═══ EXERCISE INPUTS ═══

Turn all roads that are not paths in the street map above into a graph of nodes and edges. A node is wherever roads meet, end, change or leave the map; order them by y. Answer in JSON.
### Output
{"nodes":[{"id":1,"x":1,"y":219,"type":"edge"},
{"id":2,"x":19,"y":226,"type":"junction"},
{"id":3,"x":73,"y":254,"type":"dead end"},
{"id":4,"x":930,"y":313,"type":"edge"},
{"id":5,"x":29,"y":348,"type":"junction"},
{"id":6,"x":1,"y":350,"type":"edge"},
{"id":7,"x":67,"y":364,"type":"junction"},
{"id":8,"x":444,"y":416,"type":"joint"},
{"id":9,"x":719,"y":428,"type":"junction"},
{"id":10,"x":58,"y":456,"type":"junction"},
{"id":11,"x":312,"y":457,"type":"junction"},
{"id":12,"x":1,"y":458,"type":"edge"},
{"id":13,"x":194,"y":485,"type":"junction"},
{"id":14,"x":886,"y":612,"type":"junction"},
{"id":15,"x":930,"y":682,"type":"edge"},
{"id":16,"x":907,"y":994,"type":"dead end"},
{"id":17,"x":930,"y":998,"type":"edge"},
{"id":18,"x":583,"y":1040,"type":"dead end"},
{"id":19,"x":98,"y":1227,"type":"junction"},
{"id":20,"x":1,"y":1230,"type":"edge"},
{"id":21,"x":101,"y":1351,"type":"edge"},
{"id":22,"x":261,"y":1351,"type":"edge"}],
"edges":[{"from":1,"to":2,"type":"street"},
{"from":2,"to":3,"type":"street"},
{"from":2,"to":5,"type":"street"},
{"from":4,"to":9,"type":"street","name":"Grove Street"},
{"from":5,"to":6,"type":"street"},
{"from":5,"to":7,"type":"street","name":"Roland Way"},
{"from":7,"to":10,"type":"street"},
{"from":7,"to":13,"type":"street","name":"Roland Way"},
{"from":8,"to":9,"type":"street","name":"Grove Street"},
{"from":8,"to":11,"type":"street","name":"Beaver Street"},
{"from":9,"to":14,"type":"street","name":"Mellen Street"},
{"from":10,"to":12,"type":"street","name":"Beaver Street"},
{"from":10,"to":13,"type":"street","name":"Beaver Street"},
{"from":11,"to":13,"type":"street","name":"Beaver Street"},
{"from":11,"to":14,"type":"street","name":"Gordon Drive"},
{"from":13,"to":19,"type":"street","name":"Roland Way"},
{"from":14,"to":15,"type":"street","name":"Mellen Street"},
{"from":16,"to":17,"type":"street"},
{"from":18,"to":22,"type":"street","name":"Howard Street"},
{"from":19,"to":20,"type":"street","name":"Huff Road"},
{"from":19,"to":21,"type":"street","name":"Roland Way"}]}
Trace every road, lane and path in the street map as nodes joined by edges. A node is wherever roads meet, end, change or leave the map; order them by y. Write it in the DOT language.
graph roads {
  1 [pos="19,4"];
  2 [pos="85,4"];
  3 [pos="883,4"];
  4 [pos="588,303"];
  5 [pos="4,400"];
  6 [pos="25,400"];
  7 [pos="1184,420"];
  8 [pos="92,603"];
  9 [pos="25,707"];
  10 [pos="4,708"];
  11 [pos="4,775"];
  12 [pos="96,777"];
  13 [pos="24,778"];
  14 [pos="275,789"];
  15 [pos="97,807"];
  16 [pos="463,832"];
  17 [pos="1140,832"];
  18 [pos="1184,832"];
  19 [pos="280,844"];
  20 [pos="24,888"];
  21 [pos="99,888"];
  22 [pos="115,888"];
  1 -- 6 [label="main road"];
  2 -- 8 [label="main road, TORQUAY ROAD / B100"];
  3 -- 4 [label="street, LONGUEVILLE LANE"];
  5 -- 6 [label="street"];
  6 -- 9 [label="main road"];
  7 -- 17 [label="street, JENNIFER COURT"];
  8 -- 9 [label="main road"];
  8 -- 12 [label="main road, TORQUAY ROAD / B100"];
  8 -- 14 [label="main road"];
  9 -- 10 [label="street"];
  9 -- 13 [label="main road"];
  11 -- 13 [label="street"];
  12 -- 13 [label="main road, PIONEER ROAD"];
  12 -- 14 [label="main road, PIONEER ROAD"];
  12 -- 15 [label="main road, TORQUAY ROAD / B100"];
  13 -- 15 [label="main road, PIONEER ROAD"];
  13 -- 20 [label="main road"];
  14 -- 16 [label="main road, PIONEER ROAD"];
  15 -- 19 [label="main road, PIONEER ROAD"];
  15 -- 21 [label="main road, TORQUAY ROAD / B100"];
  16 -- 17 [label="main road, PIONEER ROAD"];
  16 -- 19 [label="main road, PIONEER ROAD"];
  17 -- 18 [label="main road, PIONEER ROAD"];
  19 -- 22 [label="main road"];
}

═══

#### EXERCISE AIM
Going through the listing above, copy out every line that has the string "change".

#### REPLY TO THE TASK
Turn all roads that are not paths in the street map above into a graph of nodes and edges. A node is wherever roads meet, end, change or leave the map; order them by y. Answer in JSON.
Trace every road, lane and path in the street map as nodes joined by edges. A node is wherever roads meet, end, change or leave the map; order them by y. Write it in the DOT language.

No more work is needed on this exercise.